BEGIN
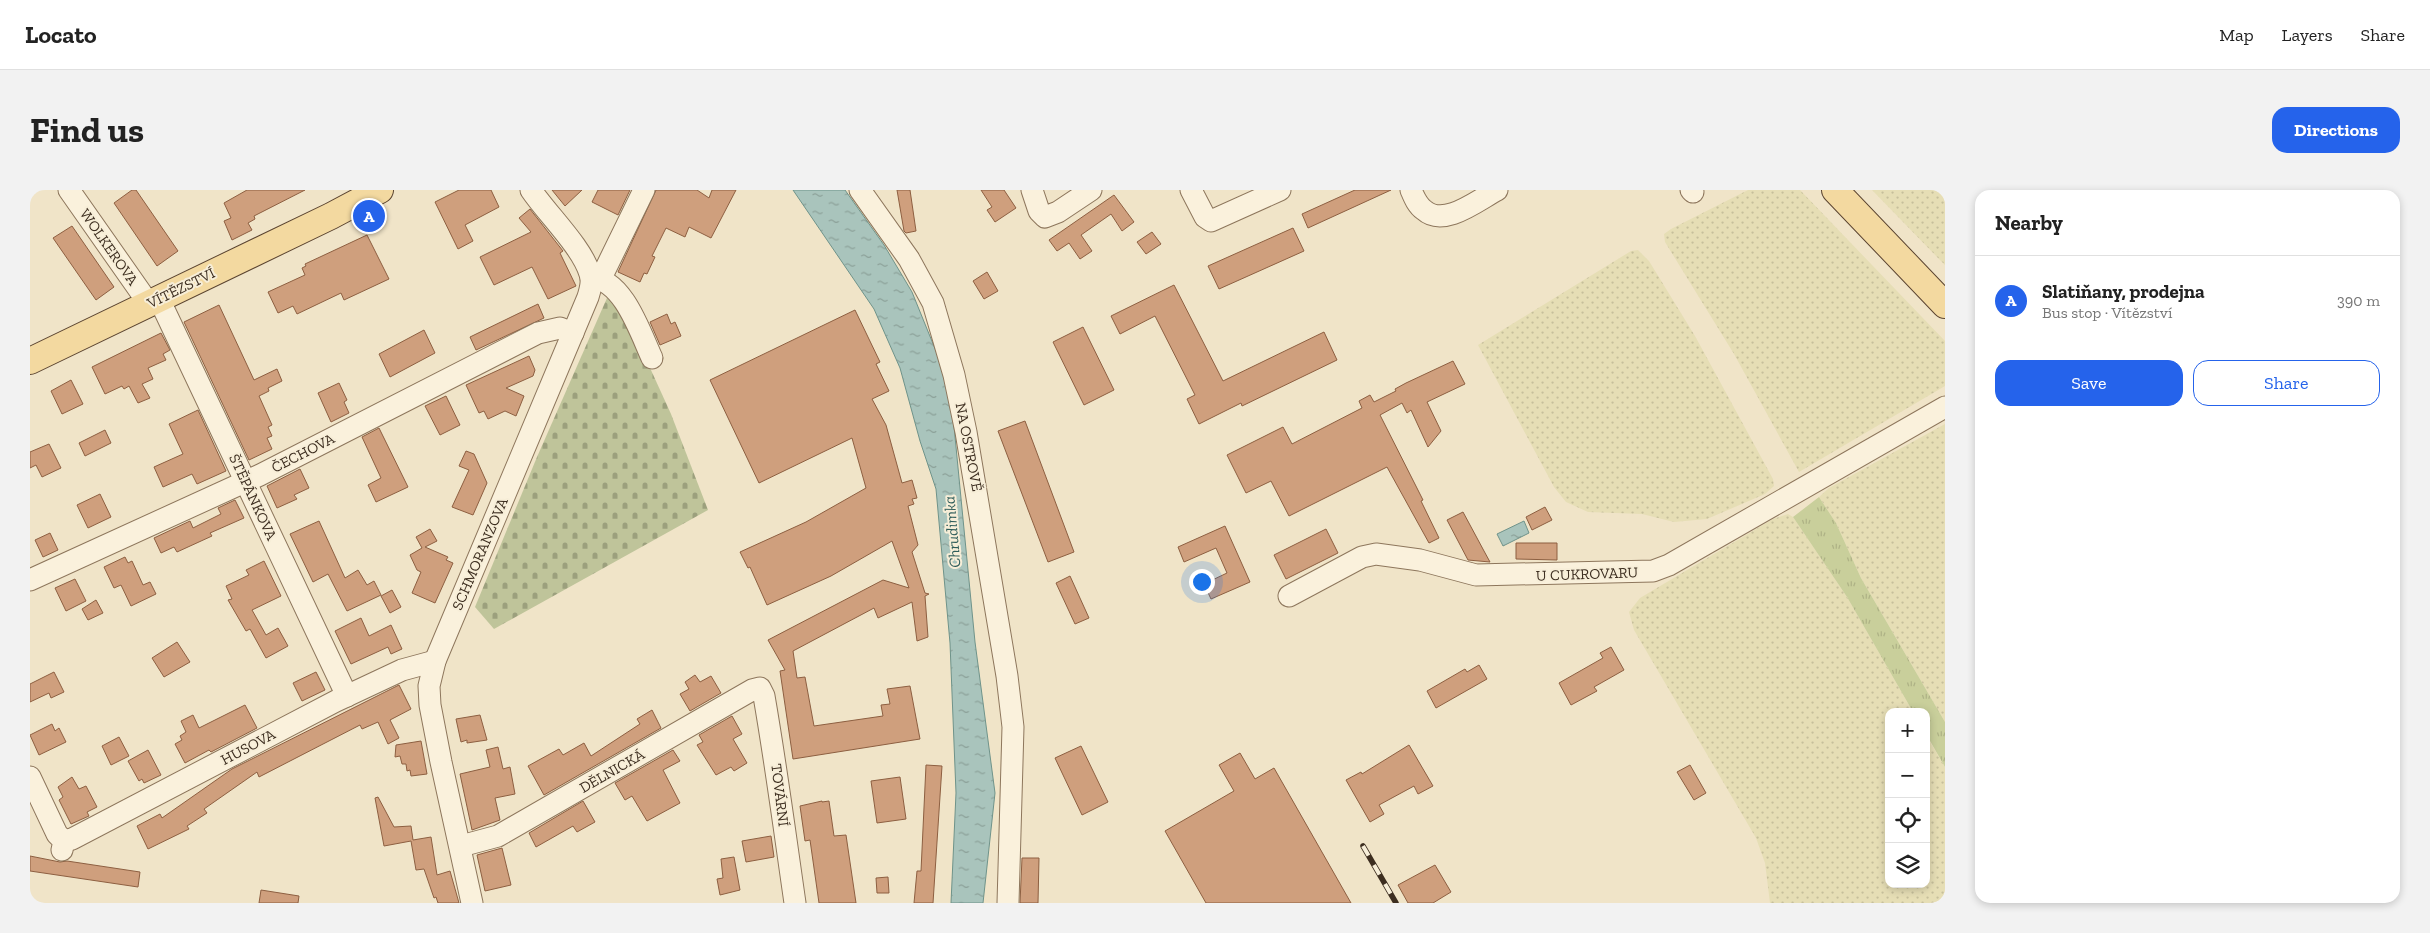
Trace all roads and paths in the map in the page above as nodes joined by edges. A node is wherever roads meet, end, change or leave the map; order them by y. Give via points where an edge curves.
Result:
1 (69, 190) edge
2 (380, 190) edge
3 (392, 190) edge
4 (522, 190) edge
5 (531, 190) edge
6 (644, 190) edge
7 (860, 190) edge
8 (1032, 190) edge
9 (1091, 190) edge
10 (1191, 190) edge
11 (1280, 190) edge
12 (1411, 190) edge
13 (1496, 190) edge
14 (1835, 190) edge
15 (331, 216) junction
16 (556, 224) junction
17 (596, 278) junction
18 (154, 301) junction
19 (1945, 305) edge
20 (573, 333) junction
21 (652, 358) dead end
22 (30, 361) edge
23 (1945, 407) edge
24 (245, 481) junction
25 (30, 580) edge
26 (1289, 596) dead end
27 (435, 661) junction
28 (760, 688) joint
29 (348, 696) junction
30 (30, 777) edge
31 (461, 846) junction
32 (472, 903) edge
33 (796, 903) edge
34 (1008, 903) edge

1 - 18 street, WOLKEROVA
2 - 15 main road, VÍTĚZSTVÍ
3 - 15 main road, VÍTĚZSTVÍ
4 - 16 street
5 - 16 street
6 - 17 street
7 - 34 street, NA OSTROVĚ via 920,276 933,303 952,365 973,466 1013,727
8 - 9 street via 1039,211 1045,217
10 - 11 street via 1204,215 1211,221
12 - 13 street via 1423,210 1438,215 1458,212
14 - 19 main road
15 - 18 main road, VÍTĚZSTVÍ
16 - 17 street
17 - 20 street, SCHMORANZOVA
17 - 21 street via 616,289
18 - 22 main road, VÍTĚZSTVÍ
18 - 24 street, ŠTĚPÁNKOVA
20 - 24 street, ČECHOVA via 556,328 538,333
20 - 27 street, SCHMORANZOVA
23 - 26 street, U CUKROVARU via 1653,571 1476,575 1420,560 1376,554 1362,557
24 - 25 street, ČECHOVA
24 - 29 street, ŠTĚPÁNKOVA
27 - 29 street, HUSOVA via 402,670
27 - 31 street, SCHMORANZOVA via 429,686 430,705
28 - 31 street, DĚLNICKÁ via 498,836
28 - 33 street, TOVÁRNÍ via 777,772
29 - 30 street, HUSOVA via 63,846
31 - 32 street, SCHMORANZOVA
END
• What the task requires
The lines to copy are those above that contain the string "VÍTĚZSTVÍ".

• Response to this exercise
2 - 15 main road, VÍTĚZSTVÍ
3 - 15 main road, VÍTĚZSTVÍ
15 - 18 main road, VÍTĚZSTVÍ
18 - 22 main road, VÍTĚZSTVÍ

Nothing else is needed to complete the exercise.